What needs to be done: Find and copy every line in the records that includes the string "paths".

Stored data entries
——————————

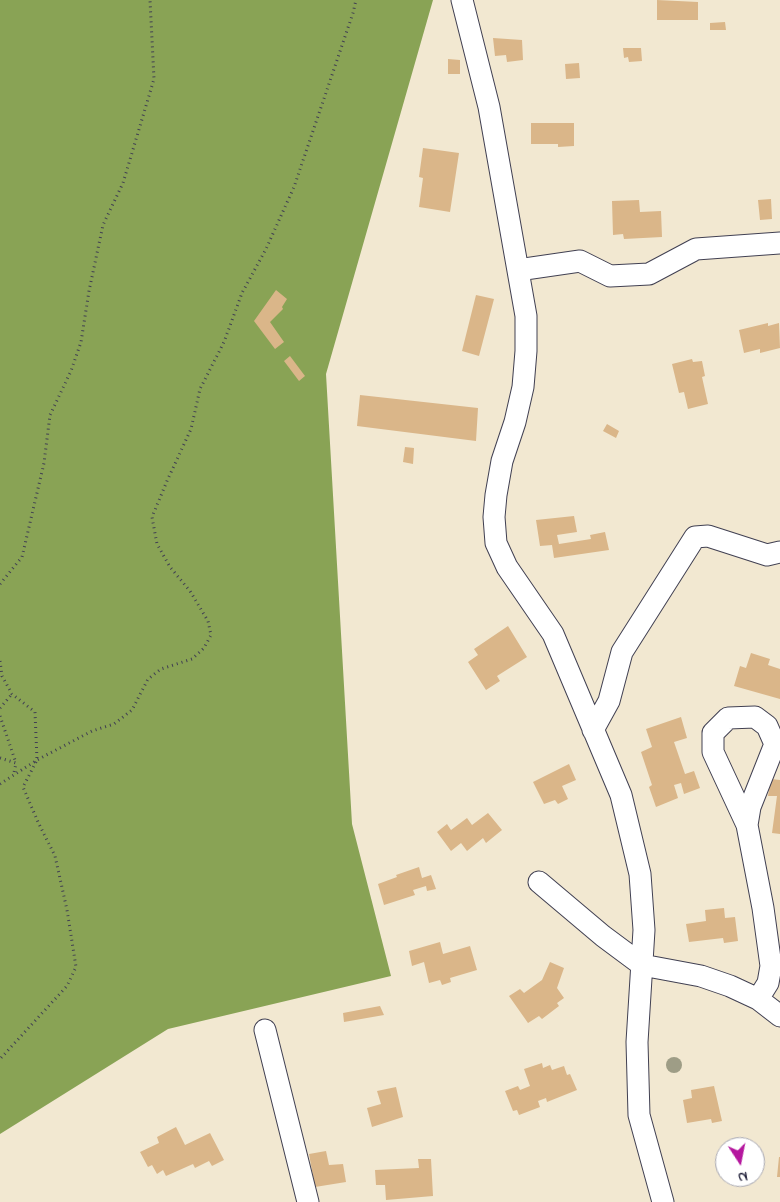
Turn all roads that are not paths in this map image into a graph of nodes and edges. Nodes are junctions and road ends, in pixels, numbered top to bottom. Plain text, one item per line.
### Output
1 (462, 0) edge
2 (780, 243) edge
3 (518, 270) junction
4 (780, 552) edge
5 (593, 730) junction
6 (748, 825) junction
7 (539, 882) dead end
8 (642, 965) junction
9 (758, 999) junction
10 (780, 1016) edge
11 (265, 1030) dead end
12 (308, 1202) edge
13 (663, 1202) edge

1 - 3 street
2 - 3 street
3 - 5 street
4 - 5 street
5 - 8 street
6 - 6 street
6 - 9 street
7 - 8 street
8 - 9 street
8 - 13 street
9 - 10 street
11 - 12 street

——————————

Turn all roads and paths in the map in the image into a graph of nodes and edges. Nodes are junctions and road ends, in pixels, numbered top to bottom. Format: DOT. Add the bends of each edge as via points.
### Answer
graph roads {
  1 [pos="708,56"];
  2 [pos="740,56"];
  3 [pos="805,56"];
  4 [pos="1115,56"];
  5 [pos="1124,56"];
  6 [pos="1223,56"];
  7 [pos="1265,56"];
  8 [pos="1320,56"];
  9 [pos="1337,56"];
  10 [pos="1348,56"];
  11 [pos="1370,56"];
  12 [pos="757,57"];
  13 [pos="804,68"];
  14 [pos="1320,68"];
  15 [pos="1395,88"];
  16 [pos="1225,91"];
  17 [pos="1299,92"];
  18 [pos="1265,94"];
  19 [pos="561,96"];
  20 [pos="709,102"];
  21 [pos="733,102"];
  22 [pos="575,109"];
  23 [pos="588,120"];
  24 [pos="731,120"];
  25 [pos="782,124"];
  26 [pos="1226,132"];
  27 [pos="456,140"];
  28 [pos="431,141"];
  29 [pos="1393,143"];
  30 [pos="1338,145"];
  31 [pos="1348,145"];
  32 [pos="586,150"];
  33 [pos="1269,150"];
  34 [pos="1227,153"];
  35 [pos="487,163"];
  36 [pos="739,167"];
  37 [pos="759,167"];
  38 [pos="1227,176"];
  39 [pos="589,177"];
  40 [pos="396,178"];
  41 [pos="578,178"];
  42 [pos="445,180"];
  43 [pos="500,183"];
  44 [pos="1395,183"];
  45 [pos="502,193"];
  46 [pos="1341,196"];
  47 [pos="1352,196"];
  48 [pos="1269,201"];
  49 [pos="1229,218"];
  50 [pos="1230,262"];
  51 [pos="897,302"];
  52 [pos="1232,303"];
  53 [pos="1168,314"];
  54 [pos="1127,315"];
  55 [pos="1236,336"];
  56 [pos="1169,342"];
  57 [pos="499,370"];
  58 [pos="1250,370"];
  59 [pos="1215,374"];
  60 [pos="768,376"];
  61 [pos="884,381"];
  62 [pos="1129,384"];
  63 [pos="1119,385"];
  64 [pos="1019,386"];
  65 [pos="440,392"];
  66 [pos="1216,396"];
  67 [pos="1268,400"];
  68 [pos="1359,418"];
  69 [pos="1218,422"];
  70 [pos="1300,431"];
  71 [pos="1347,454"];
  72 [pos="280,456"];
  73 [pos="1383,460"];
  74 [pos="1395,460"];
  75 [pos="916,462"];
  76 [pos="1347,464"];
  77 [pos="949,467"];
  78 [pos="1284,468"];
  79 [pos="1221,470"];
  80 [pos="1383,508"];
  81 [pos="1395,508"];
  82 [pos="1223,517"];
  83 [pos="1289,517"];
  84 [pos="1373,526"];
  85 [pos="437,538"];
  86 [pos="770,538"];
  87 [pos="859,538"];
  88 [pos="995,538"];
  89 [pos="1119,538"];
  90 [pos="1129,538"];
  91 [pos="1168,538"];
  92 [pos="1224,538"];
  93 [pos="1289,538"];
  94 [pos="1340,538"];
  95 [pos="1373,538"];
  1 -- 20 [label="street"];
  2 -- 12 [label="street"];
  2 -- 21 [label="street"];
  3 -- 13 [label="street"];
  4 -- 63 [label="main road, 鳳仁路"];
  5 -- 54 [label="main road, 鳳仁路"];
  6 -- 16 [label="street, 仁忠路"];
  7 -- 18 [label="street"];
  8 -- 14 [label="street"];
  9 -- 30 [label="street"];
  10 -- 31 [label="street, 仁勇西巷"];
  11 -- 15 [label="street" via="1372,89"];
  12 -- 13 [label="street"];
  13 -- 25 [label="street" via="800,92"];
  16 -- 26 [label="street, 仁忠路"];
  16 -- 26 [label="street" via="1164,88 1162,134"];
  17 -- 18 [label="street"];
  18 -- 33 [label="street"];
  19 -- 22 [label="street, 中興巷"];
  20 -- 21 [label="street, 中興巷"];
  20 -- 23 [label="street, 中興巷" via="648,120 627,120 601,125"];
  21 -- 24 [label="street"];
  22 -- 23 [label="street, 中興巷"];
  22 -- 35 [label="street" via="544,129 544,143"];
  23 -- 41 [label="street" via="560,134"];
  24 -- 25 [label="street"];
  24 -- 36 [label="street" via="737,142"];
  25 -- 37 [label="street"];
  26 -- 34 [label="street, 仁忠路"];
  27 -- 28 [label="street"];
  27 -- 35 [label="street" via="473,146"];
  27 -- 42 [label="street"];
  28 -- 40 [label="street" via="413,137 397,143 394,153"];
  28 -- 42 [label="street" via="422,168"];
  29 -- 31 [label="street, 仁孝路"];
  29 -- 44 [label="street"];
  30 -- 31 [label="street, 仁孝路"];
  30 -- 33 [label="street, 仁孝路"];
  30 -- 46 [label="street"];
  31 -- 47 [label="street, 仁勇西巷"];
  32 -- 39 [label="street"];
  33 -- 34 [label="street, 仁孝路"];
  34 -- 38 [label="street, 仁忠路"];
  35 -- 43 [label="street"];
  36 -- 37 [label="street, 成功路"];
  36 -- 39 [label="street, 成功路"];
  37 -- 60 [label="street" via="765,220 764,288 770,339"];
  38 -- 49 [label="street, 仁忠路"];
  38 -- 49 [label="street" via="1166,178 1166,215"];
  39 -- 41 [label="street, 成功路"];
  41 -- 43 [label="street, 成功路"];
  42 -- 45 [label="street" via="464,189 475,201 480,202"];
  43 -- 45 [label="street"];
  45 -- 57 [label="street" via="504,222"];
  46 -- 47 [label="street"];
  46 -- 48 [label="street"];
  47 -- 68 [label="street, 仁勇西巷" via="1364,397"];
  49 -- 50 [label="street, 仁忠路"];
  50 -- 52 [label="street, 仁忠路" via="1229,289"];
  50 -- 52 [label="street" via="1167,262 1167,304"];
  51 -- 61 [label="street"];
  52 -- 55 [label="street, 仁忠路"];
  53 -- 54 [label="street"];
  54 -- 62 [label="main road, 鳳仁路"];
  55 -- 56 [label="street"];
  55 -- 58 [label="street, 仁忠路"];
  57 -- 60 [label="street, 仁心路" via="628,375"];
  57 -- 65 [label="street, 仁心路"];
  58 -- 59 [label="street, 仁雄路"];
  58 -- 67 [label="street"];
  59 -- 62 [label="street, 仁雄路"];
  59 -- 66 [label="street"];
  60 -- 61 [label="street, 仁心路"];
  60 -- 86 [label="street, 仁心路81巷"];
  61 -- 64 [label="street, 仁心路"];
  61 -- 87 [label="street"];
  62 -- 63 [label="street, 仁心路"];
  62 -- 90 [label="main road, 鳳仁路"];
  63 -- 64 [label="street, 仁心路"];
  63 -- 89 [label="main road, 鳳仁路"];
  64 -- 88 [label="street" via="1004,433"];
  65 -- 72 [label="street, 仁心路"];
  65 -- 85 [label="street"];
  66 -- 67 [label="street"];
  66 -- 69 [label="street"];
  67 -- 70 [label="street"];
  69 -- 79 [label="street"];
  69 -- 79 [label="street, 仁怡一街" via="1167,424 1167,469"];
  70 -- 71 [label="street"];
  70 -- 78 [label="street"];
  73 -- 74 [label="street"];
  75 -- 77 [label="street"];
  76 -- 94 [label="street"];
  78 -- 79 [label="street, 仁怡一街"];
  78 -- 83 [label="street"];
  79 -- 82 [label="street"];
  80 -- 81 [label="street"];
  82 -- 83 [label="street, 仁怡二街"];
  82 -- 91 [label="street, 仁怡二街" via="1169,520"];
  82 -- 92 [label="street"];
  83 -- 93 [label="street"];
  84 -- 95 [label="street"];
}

——————————

Task output:
Turn all roads that are not paths in this map image into a graph of nodes and edges. Nodes are junctions and road ends, in pixels, numbered top to bottom. Plain text, one item per line.
Turn all roads and paths in the map in the image into a graph of nodes and edges. Nodes are junctions and road ends, in pixels, numbered top to bottom. Format: DOT. Add the bends of each edge as via points.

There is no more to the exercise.